[Dataset excerpts]
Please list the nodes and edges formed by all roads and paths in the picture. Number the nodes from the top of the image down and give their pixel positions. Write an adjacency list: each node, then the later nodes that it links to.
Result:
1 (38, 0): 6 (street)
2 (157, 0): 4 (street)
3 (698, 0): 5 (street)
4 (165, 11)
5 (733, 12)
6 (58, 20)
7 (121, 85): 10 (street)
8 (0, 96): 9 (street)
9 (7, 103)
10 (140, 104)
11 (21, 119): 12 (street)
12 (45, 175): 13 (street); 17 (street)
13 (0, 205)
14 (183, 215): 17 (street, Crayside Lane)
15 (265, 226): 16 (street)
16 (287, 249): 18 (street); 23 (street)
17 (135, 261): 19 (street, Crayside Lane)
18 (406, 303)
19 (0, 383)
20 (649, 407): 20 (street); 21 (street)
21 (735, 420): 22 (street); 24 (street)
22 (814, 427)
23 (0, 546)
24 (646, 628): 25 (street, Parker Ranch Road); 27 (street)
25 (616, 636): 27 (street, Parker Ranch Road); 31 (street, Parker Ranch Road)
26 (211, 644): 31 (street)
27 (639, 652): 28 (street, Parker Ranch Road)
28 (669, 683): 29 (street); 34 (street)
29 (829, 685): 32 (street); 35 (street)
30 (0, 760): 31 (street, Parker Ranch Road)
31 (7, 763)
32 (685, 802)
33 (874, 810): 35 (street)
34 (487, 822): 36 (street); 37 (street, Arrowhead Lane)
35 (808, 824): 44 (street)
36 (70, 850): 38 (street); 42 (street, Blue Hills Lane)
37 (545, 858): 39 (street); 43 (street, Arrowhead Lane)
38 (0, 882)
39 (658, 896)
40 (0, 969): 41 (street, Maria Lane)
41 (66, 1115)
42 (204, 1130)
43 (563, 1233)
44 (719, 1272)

**Problem description:**
Word for word, transcribe the data shown above.

**Answer area:**
Please list the nodes and edges formed by all roads and paths in the picture. Number the nodes from the top of the image down and give their pixel positions. Write an adjacency list: each node, then the later nodes that it links to.
Result:
1 (38, 0): 6 (street)
2 (157, 0): 4 (street)
3 (698, 0): 5 (street)
4 (165, 11)
5 (733, 12)
6 (58, 20)
7 (121, 85): 10 (street)
8 (0, 96): 9 (street)
9 (7, 103)
10 (140, 104)
11 (21, 119): 12 (street)
12 (45, 175): 13 (street); 17 (street)
13 (0, 205)
14 (183, 215): 17 (street, Crayside Lane)
15 (265, 226): 16 (street)
16 (287, 249): 18 (street); 23 (street)
17 (135, 261): 19 (street, Crayside Lane)
18 (406, 303)
19 (0, 383)
20 (649, 407): 20 (street); 21 (street)
21 (735, 420): 22 (street); 24 (street)
22 (814, 427)
23 (0, 546)
24 (646, 628): 25 (street, Parker Ranch Road); 27 (street)
25 (616, 636): 27 (street, Parker Ranch Road); 31 (street, Parker Ranch Road)
26 (211, 644): 31 (street)
27 (639, 652): 28 (street, Parker Ranch Road)
28 (669, 683): 29 (street); 34 (street)
29 (829, 685): 32 (street); 35 (street)
30 (0, 760): 31 (street, Parker Ranch Road)
31 (7, 763)
32 (685, 802)
33 (874, 810): 35 (street)
34 (487, 822): 36 (street); 37 (street, Arrowhead Lane)
35 (808, 824): 44 (street)
36 (70, 850): 38 (street); 42 (street, Blue Hills Lane)
37 (545, 858): 39 (street); 43 (street, Arrowhead Lane)
38 (0, 882)
39 (658, 896)
40 (0, 969): 41 (street, Maria Lane)
41 (66, 1115)
42 (204, 1130)
43 (563, 1233)
44 (719, 1272)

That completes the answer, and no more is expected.